On March 12, Caleb Brown was skiing out of bounds near Kicking Horse Mountain Resort with friend Pete Basaraba, when an avalanche carried him one-and-a-half kilometres and knocked him unconscious.
"It took me for a very violent ride. I was fighting for my life," Brown told Radio West guest host Josh Pagé.
Brown says he regularly skis in the backcountry and has taken avalanche training.
He went out despite noticing several "red flags" for avalanches like warming temperatures and changing weather.
"We dug a snow study pit to test the snow and it seemed solid. The pit gave us a false sense of security," he said. "I ski-cut the slope as a final test, but again, it seemed solid.
"Four turns later, the entire slope broke away."
'I couldn't fight anymore'
As Brown was being carried away, he tried to fight, but it felt like an eternity under the snow.
"After a while, I couldn't fight anymore. I lost a bunch of oxygen," he said. "Near the end, I couldn't feel my arms anymore. I went into this very euphoric state."

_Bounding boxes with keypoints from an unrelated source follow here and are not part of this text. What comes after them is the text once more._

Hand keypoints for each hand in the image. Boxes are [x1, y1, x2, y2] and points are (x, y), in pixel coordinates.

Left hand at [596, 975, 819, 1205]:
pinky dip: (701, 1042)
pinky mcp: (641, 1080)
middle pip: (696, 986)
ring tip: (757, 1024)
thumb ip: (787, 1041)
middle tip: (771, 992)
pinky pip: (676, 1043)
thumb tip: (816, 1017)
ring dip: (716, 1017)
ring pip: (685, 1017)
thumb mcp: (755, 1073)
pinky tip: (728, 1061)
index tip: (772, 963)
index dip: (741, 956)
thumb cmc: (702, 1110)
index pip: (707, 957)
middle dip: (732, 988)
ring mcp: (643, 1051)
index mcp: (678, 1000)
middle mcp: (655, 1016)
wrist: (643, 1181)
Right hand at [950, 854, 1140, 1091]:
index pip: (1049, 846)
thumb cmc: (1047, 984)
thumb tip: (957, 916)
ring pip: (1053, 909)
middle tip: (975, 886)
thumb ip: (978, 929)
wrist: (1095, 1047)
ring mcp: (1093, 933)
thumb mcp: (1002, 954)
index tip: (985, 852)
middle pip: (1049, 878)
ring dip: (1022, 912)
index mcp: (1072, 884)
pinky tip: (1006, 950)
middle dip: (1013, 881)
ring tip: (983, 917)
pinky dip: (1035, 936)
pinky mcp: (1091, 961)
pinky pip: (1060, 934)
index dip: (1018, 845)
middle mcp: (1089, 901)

He passed out. When he regained consciousness, he says he was sitting upright with nothing but his boots buried.
"When I was sitting there watching the clouds, it was something like I had never seen … before," he said.
He had torn his MCL, a knee ligament, in the avalanche. Fortunately, Basaraba found him and they were able to ski out together.
'I would've died really peacefully'
Brown says he doesn't remember much of the trip down. He was focused on finding light but his thoughts strayed to his mother and Basaraba at the top.
"I felt really bad for putting him in that situation. "If I would've died that day, I would've died really peacefully," he said. "It definitely wouldn't have been a peaceful experience for Pete to find me and everyone back home."
Brown says he and Basaraba knew they shouldn't have been on the mountain that day but ignored the danger signs and went anyway.
He says he has a view of avalanche danger now he didn't have before and plans on being more careful in the future.